WHAT IS EXPECTED: The entries that follow must be given again exactly, with no pictures kept.

Records excerpted from a collection

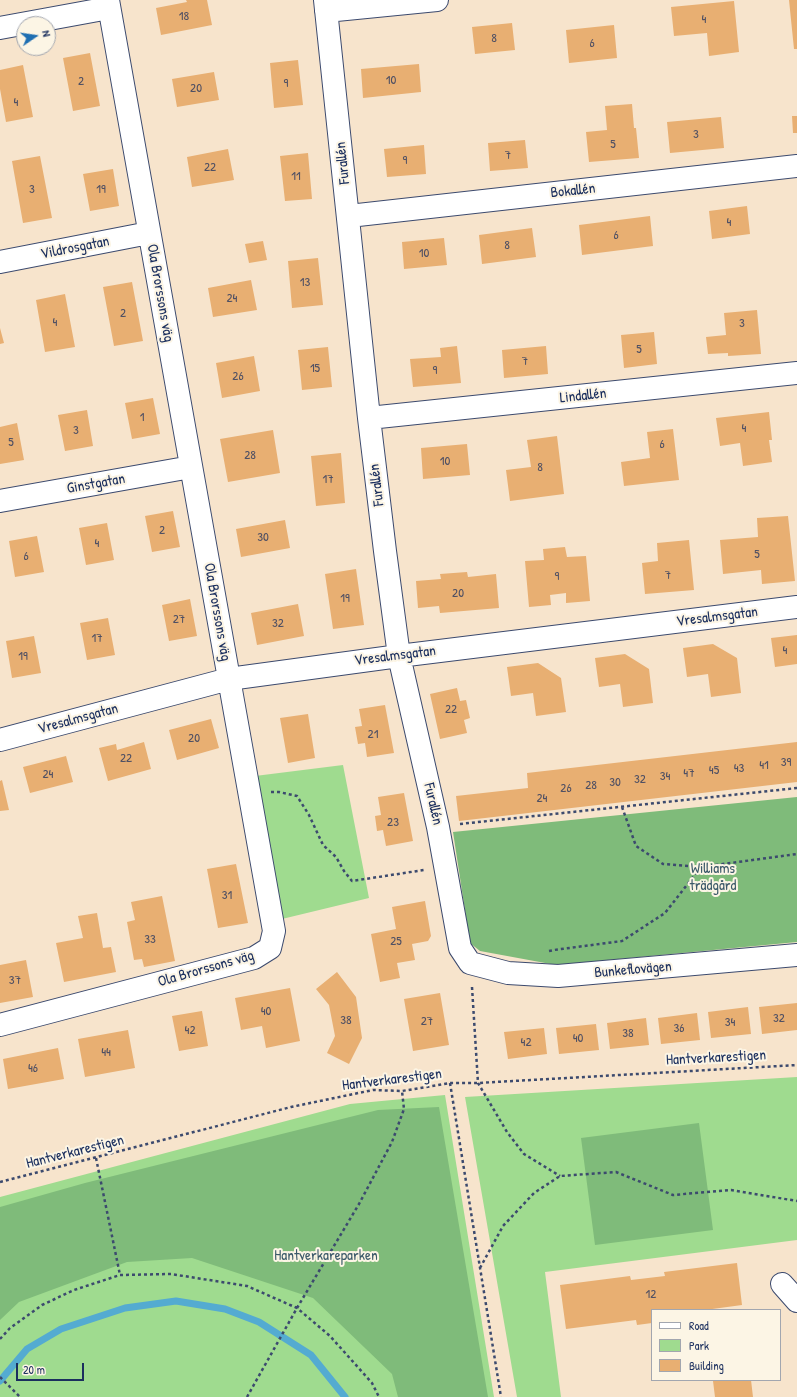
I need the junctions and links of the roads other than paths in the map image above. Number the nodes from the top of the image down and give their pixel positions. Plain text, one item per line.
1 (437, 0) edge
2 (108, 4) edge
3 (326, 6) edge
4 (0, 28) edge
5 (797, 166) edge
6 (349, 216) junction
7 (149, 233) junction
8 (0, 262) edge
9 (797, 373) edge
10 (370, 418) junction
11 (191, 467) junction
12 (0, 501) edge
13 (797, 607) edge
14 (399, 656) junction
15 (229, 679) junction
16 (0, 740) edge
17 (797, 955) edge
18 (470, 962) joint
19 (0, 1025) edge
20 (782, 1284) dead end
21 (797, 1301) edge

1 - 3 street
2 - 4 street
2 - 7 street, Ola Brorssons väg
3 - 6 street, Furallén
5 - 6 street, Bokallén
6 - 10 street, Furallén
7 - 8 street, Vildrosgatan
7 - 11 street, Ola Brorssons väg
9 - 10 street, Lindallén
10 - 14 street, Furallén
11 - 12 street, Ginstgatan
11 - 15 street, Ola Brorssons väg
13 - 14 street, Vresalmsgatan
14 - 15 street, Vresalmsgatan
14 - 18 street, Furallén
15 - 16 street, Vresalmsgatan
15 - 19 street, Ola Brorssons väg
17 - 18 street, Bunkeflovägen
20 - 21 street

PROBLEM SOLUTION:
I need the junctions and links of the roads other than paths in the map image above. Number the nodes from the top of the image down and give their pixel positions. Plain text, one item per line.
1 (437, 0) edge
2 (108, 4) edge
3 (326, 6) edge
4 (0, 28) edge
5 (797, 166) edge
6 (349, 216) junction
7 (149, 233) junction
8 (0, 262) edge
9 (797, 373) edge
10 (370, 418) junction
11 (191, 467) junction
12 (0, 501) edge
13 (797, 607) edge
14 (399, 656) junction
15 (229, 679) junction
16 (0, 740) edge
17 (797, 955) edge
18 (470, 962) joint
19 (0, 1025) edge
20 (782, 1284) dead end
21 (797, 1301) edge

1 - 3 street
2 - 4 street
2 - 7 street, Ola Brorssons väg
3 - 6 street, Furallén
5 - 6 street, Bokallén
6 - 10 street, Furallén
7 - 8 street, Vildrosgatan
7 - 11 street, Ola Brorssons väg
9 - 10 street, Lindallén
10 - 14 street, Furallén
11 - 12 street, Ginstgatan
11 - 15 street, Ola Brorssons väg
13 - 14 street, Vresalmsgatan
14 - 15 street, Vresalmsgatan
14 - 18 street, Furallén
15 - 16 street, Vresalmsgatan
15 - 19 street, Ola Brorssons väg
17 - 18 street, Bunkeflovägen
20 - 21 street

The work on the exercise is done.